Growing concern about the rise of China and the unpredictability of the United States has meant we ignore the more immediate threats to our security, even as they are looming around us. Most troubling, perhaps, is the government's dislike of global institutions in a period when we need global cooperation more than ever.
Prime Minister Scott Morrison has made several attacks on what he terms an "unaccountable internationalist bureaucracy". In this he appears to be following the lead of US President Donald Trump. Our declining foreign assistance budget is lessening the capacity of countries in our region to respond to health and climate emergencies.
The failure of the United States to provide leadership on either climate change or the coronavirus has emphasised the importance of great powers grasping that even their survival depends upon global action. Arguably the authoritarian Chinese regime, for all its unpleasantness, understands this better than the Trump administration.
It is a common aphorism that generals always fight the last war. Debates about the rise of China and the need to increase our military capabilities overlook the fact the most immediate threats to national security are not conventional military ones.

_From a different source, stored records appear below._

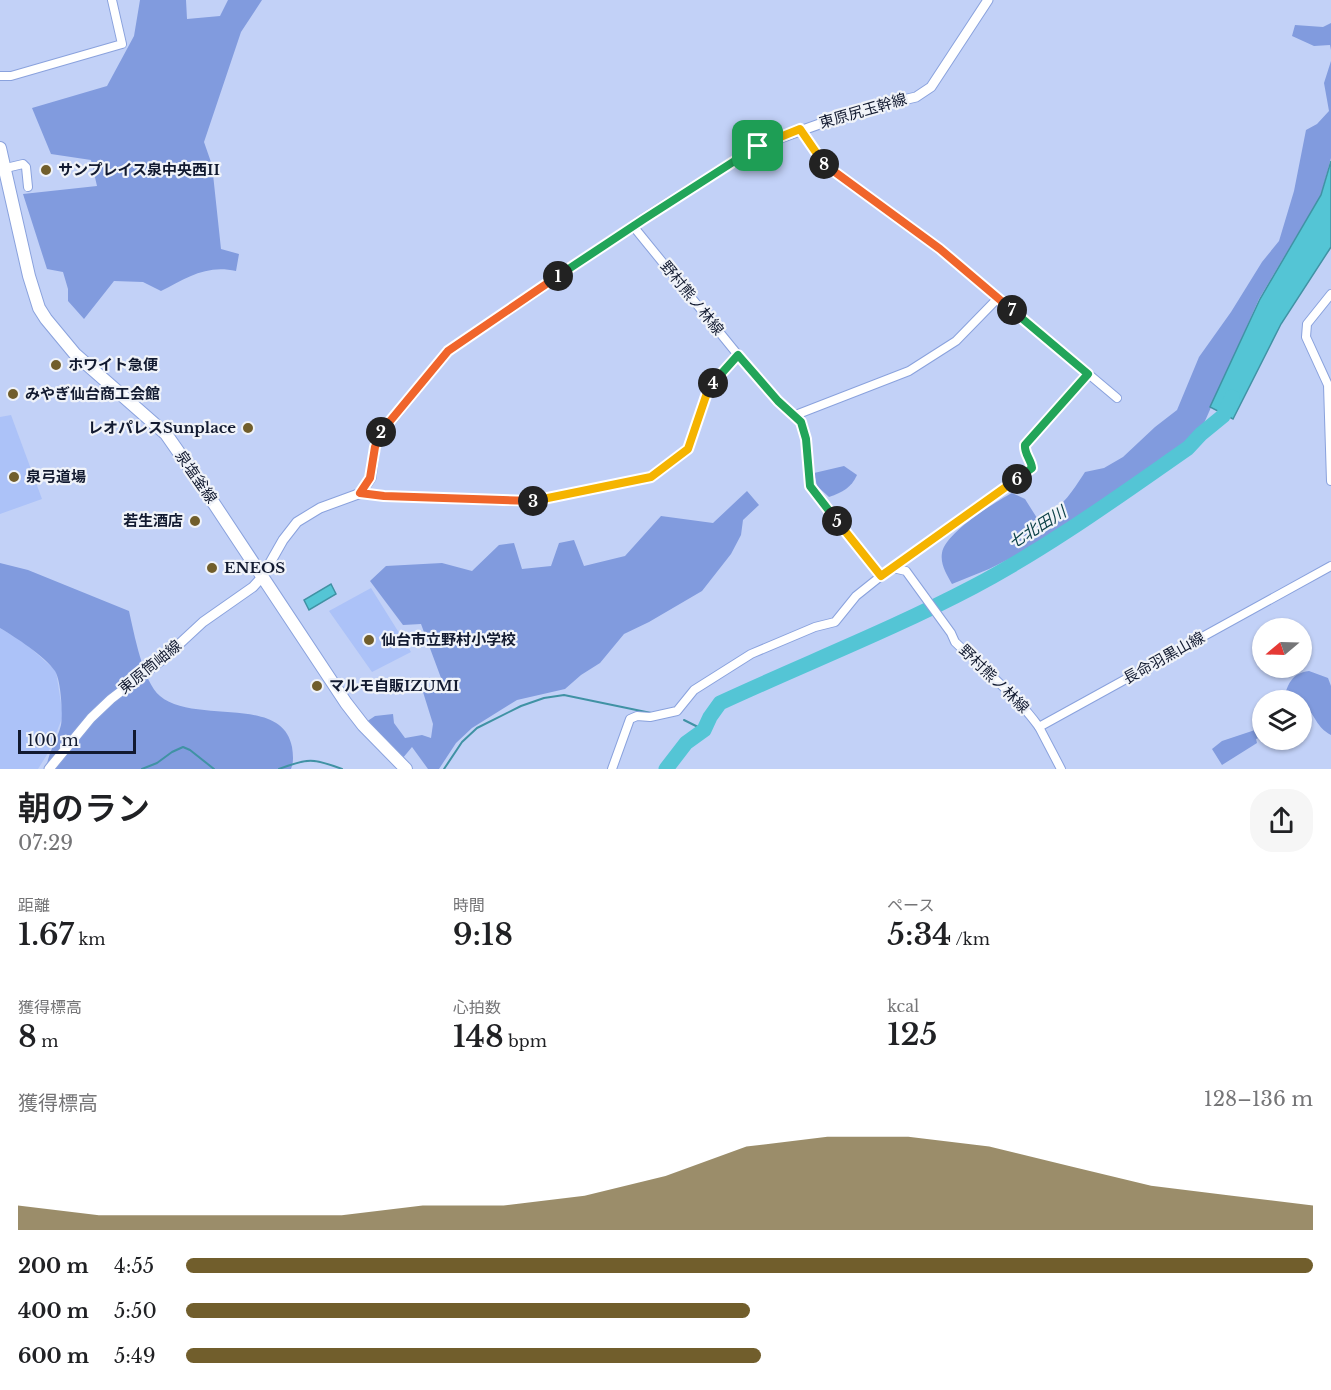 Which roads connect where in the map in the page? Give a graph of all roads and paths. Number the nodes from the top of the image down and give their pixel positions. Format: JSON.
{"nodes":[{"id":1,"x":112,"y":0,"type":"edge"},
{"id":2,"x":988,"y":0,"type":"edge"},
{"id":3,"x":0,"y":76,"type":"edge"},
{"id":4,"x":800,"y":129,"type":"junction"},
{"id":5,"x":0,"y":148,"type":"edge"},
{"id":6,"x":3,"y":169,"type":"edge"},
{"id":7,"x":28,"y":187,"type":"dead end"},
{"id":8,"x":633,"y":226,"type":"junction"},
{"id":9,"x":1331,"y":294,"type":"edge"},
{"id":10,"x":998,"y":299,"type":"junction"},
{"id":11,"x":738,"y":355,"type":"junction"},
{"id":12,"x":1088,"y":374,"type":"junction"},
{"id":13,"x":1118,"y":398,"type":"dead end"},
{"id":14,"x":794,"y":416,"type":"junction"},
{"id":15,"x":1331,"y":481,"type":"edge"},
{"id":16,"x":360,"y":493,"type":"junction"},
{"id":17,"x":1331,"y":566,"type":"edge"},
{"id":18,"x":893,"y":568,"type":"junction"},
{"id":19,"x":881,"y":576,"type":"junction"},
{"id":20,"x":262,"y":577,"type":"junction"},
{"id":21,"x":1039,"y":727,"type":"junction"},
{"id":22,"x":49,"y":769,"type":"edge"},
{"id":23,"x":406,"y":769,"type":"edge"},
{"id":24,"x":612,"y":769,"type":"edge"},
{"id":25,"x":1061,"y":769,"type":"edge"}],
"edges":[{"from":1,"to":3,"type":"street"},
{"from":2,"to":4,"type":"street","name":"東原尻玉幹線"},
{"from":4,"to":8,"type":"street","name":"東原尻玉幹線"},
{"from":4,"to":10,"type":"street"},
{"from":5,"to":6,"type":"main road","name":"泉塩釜線"},
{"from":6,"to":7,"type":"street"},
{"from":6,"to":20,"type":"main road","name":"泉塩釜線"},
{"from":8,"to":11,"type":"street","name":"野村熊ノ林線"},
{"from":8,"to":16,"type":"street","name":"東原尻玉幹線"},
{"from":9,"to":15,"type":"street"},
{"from":10,"to":12,"type":"street"},
{"from":10,"to":14,"type":"street"},
{"from":11,"to":14,"type":"street","name":"野村熊ノ林線"},
{"from":11,"to":16,"type":"street"},
{"from":12,"to":13,"type":"street"},
{"from":12,"to":18,"type":"street"},
{"from":14,"to":19,"type":"street","name":"野村熊ノ林線"},
{"from":16,"to":20,"type":"street"},
{"from":17,"to":21,"type":"street","name":"長命羽黒山線"},
{"from":18,"to":19,"type":"street"},
{"from":18,"to":21,"type":"street","name":"野村熊ノ林線"},
{"from":19,"to":24,"type":"street"},
{"from":20,"to":22,"type":"street","name":"東原筒岫線"},
{"from":20,"to":23,"type":"main road","name":"泉塩釜線"},
{"from":21,"to":25,"type":"street"}]} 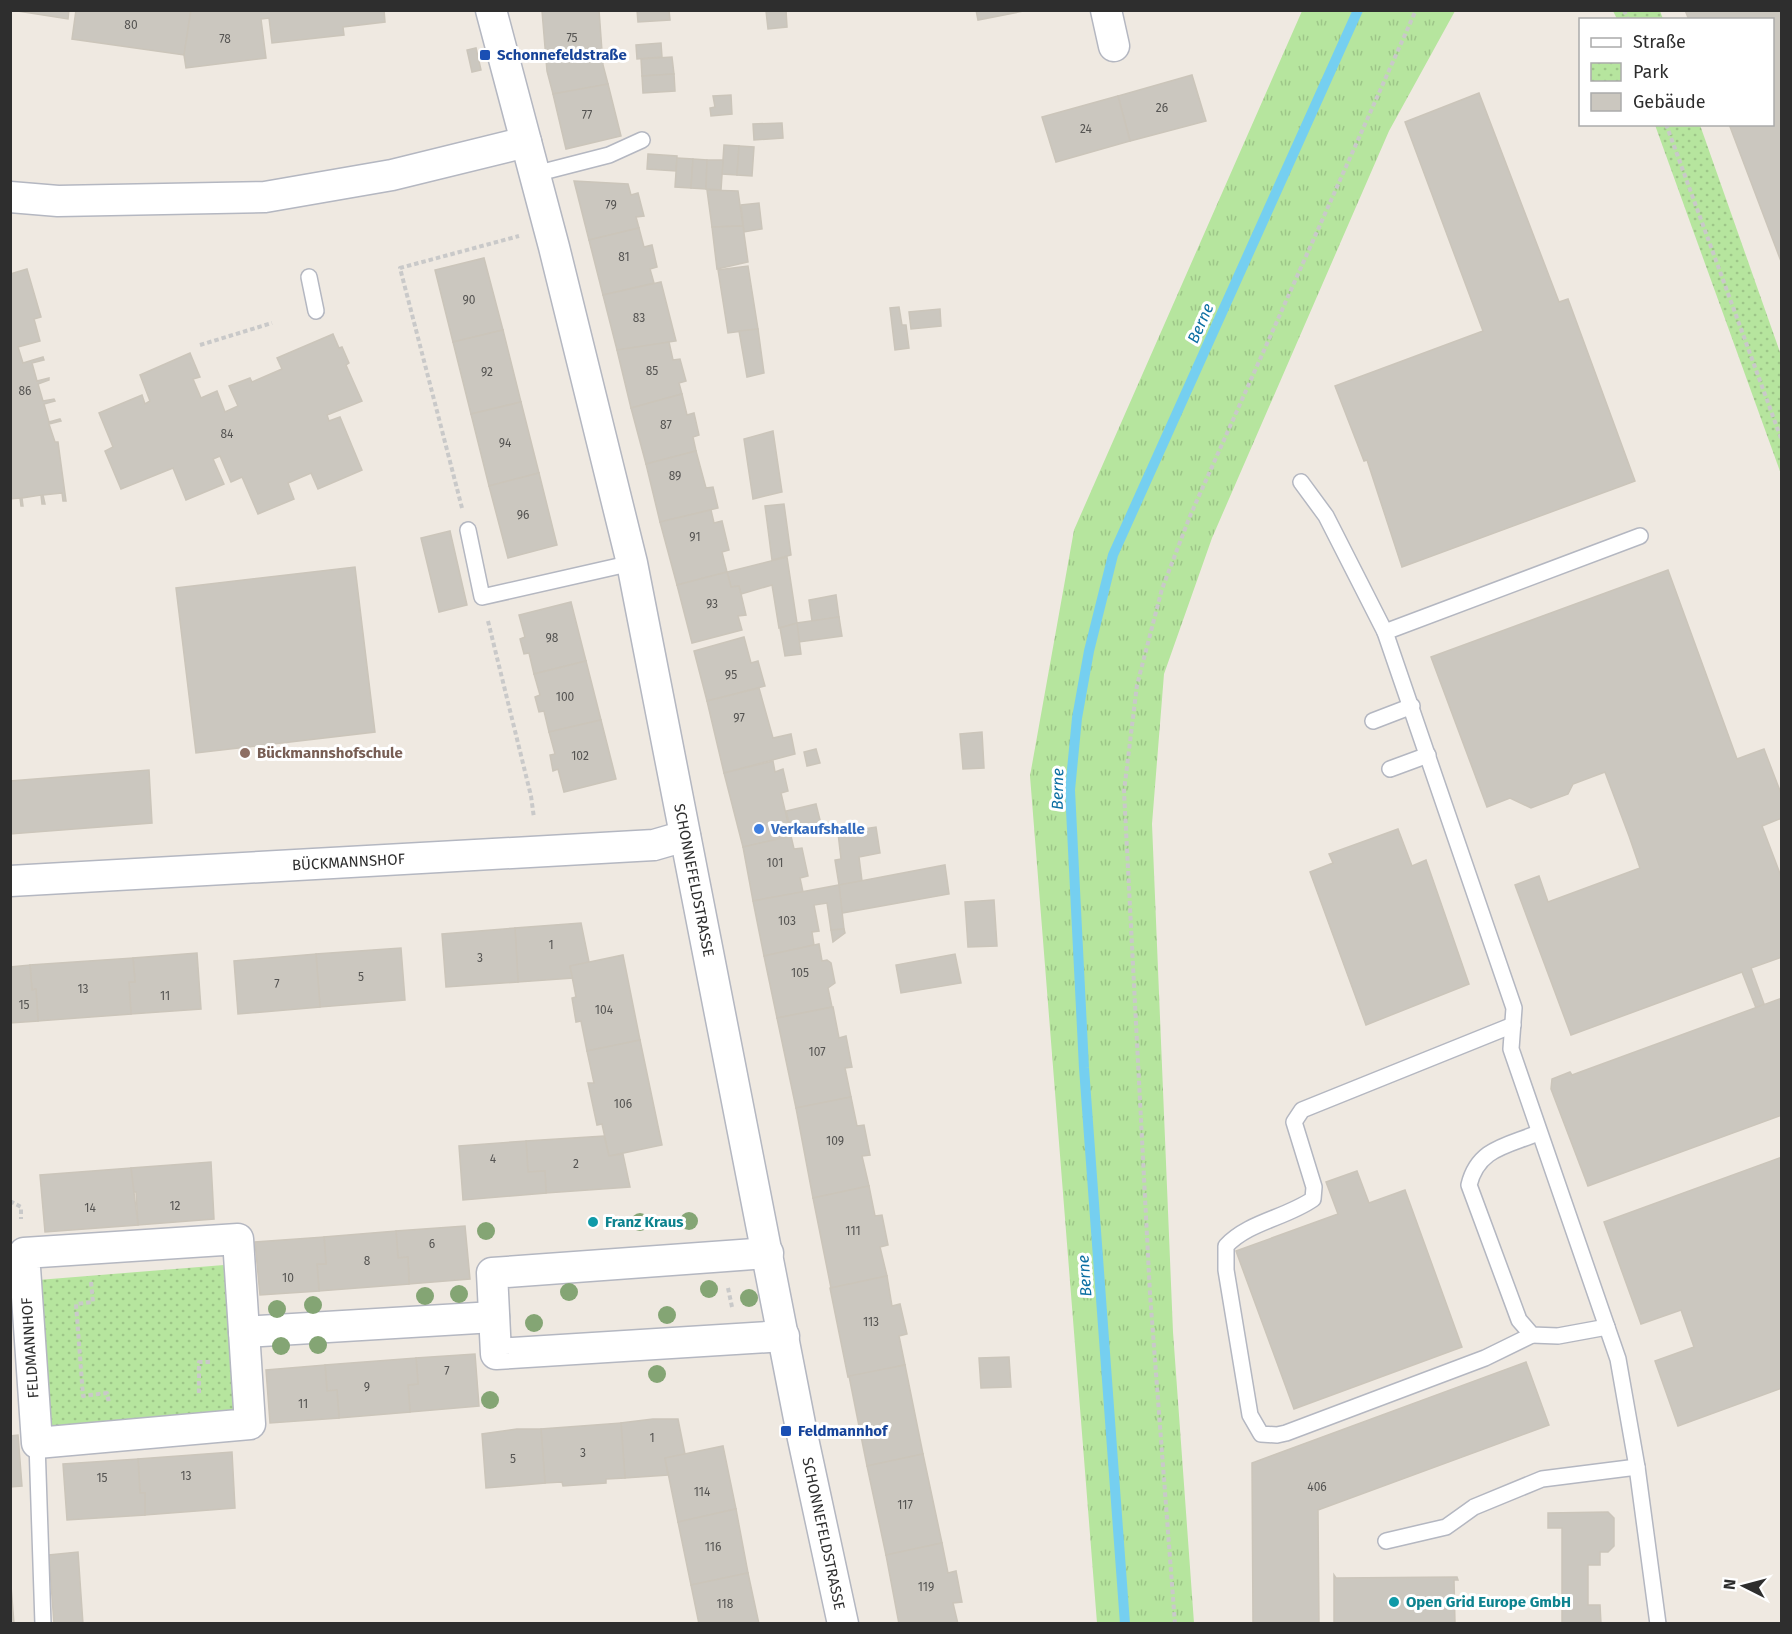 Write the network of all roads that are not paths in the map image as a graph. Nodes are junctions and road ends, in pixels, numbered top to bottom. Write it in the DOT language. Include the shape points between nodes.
graph roads {
  1 [pos="491,10"];
  2 [pos="1106,10"];
  3 [pos="1113,46"];
  4 [pos="642,140"];
  5 [pos="526,142"];
  6 [pos="535,174"];
  7 [pos="10,197"];
  8 [pos="309,277"];
  9 [pos="316,311"];
  10 [pos="1301,482"];
  11 [pos="468,530"];
  12 [pos="1640,536"];
  13 [pos="632,562"];
  14 [pos="1385,632"];
  15 [pos="1412,706"];
  16 [pos="1372,721"];
  17 [pos="1428,755"];
  18 [pos="1390,769"];
  19 [pos="685,836"];
  20 [pos="10,881"];
  21 [pos="1513,1025"];
  22 [pos="1538,1133"];
  23 [pos="768,1253"];
  24 [pos="494,1317"];
  25 [pos="1607,1328"];
  26 [pos="1532,1335"];
  27 [pos="784,1336"];
  28 [pos="245,1346"];
  29 [pos="37,1443"];
  30 [pos="1637,1467"];
  31 [pos="1386,1541"];
  32 [pos="43,1623"];
  33 [pos="843,1623"];
  34 [pos="1658,1623"];
  1 -- 5 [label="street, SCHONNEFELDSTRASSE"];
  2 -- 3 [label="street"];
  4 -- 6 [label="lane" via="609,155"];
  5 -- 6 [label="street, SCHONNEFELDSTRASSE"];
  5 -- 7 [label="street" via="392,175 265,197 58,201"];
  6 -- 13 [label="street, SCHONNEFELDSTRASSE"];
  8 -- 9 [label="lane"];
  10 -- 14 [label="lane" via="1326,516"];
  11 -- 13 [label="lane" via="482,597"];
  12 -- 14 [label="lane"];
  13 -- 19 [label="street, SCHONNEFELDSTRASSE"];
  14 -- 15 [label="lane"];
  15 -- 16 [label="lane"];
  15 -- 17 [label="lane"];
  17 -- 18 [label="lane"];
  17 -- 21 [label="lane" via="1514,1008"];
  19 -- 20 [label="street, BÜCKMANNSHOF" via="654,845"];
  19 -- 23 [label="street, SCHONNEFELDSTRASSE"];
  21 -- 22 [label="lane" via="1511,1049"];
  21 -- 26 [label="lane" via="1302,1110 1293,1122 1314,1187 1313,1199 1236,1235 1226,1246 1226,1270 1250,1415 1261,1434 1286,1433 1485,1358"];
  22 -- 25 [label="lane"];
  22 -- 26 [label="lane" via="1483,1156 1469,1185 1519,1320"];
  23 -- 24 [label="street" via="492,1273"];
  23 -- 27 [label="street, SCHONNEFELDSTRASSE"];
  24 -- 27 [label="street" via="496,1354"];
  24 -- 28 [label="street"];
  25 -- 26 [label="lane" via="1557,1336"];
  25 -- 30 [label="lane" via="1617,1359"];
  27 -- 33 [label="street, SCHONNEFELDSTRASSE"];
  28 -- 29 [label="street, FELDMANNHOF" via="250,1424"];
  28 -- 29 [label="street, FELDMANNHOF" via="238,1239 24,1253"];
  29 -- 32 [label="lane"];
  30 -- 31 [label="lane" via="1542,1479 1474,1507 1446,1527"];
  30 -- 34 [label="lane"];
}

There are hints of this in Australia's foreign policy. A statement from Foreign Minister Marise Payne noted: "Australia's longstanding and ongoing security cooperation with Pacific countries covers defence, law enforcement, transnational crime, climate and disaster resilience, border management and human security."
But the shadow minister, Penny Wong, has argued: "'Security' has a much broader connotation than the more threat-based protective and response concepts on which a lot of public policy concentrates."
But these statements stand apart from mainstream debates about "national security", which remain dominated by concerns about military build-ups and terrorism.
After unparalleled bushfires and coronavirus, the concept of human security gives us the language to reassess the most immediate threats to our survival and the need for global cooperation to respond to them.